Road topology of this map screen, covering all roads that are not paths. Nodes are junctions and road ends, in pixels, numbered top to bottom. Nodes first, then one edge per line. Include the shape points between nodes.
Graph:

============

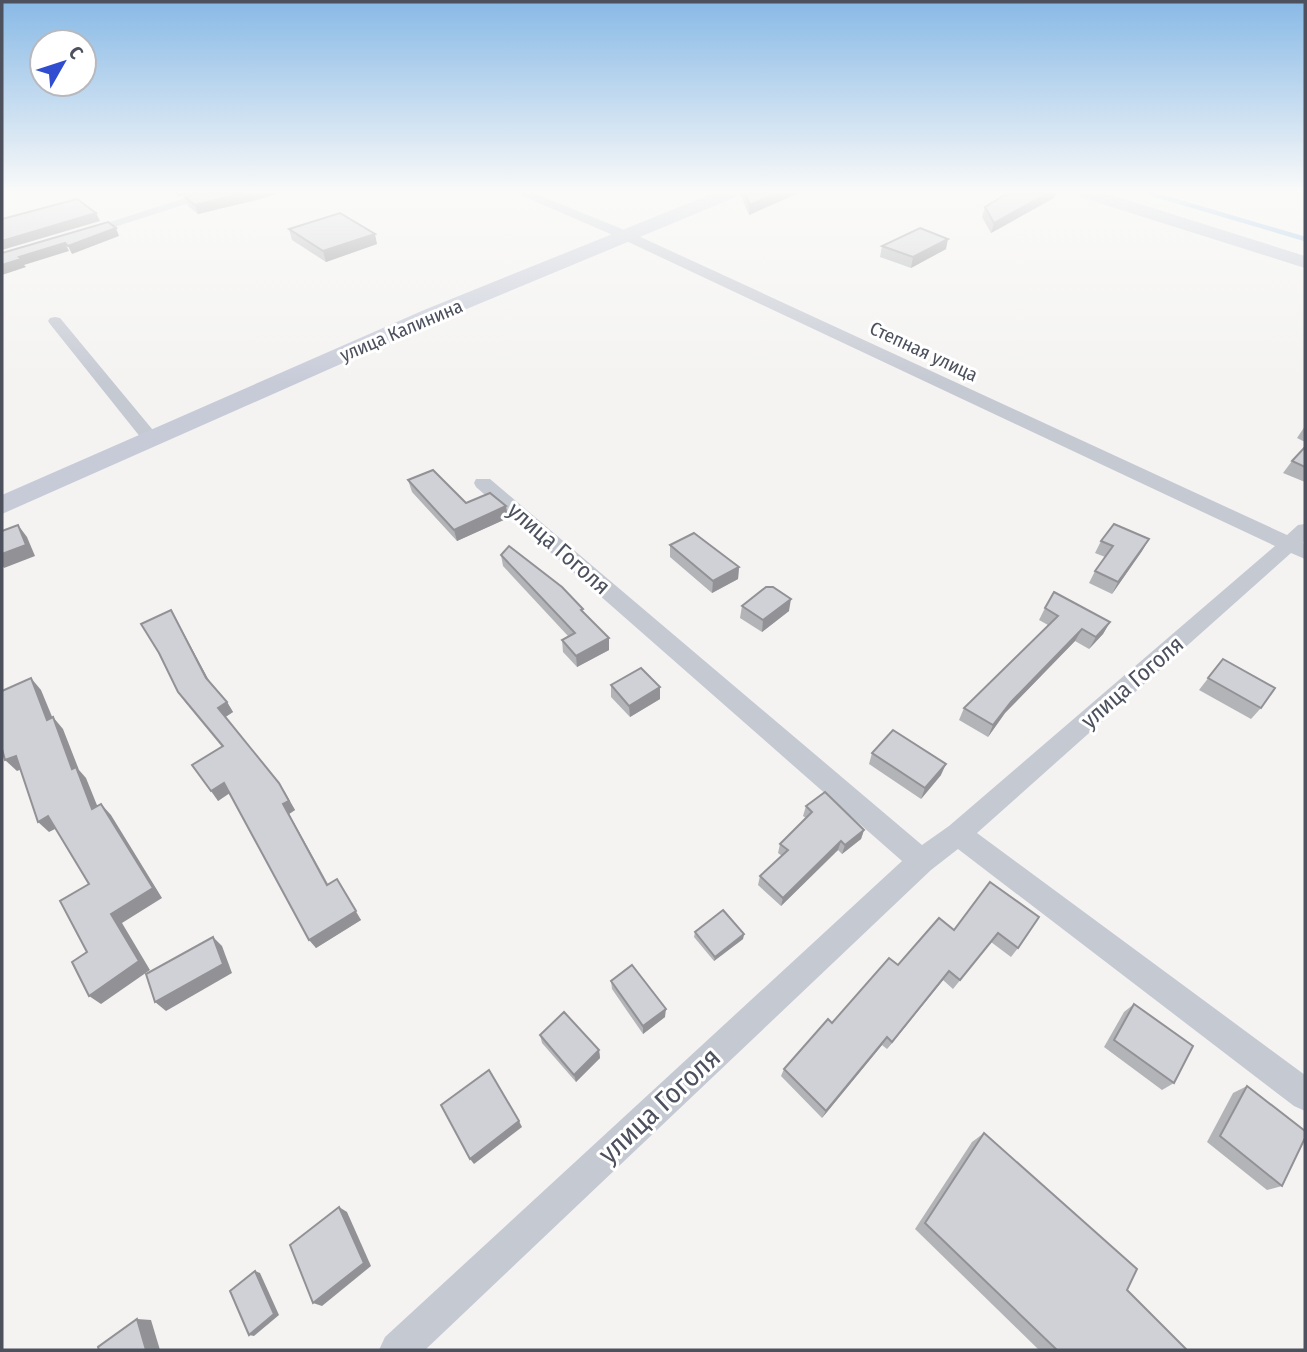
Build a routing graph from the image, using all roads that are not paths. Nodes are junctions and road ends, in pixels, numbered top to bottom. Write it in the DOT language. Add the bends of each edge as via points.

============

#### [Exercise aim]
Among the lines above, find the ones containing "points" and copy them.

#### [Output for this exercise]
Road topology of this map screen, covering all roads that are not paths. Nodes are junctions and road ends, in pixels, numbered top to bottom. Nodes first, then one edge per line. Include the shape points between nodes.
Build a routing graph from the image, using all roads that are not paths. Nodes are junctions and road ends, in pixels, numbered top to bottom. Write it in the DOT language. Add the bends of each edge as via points.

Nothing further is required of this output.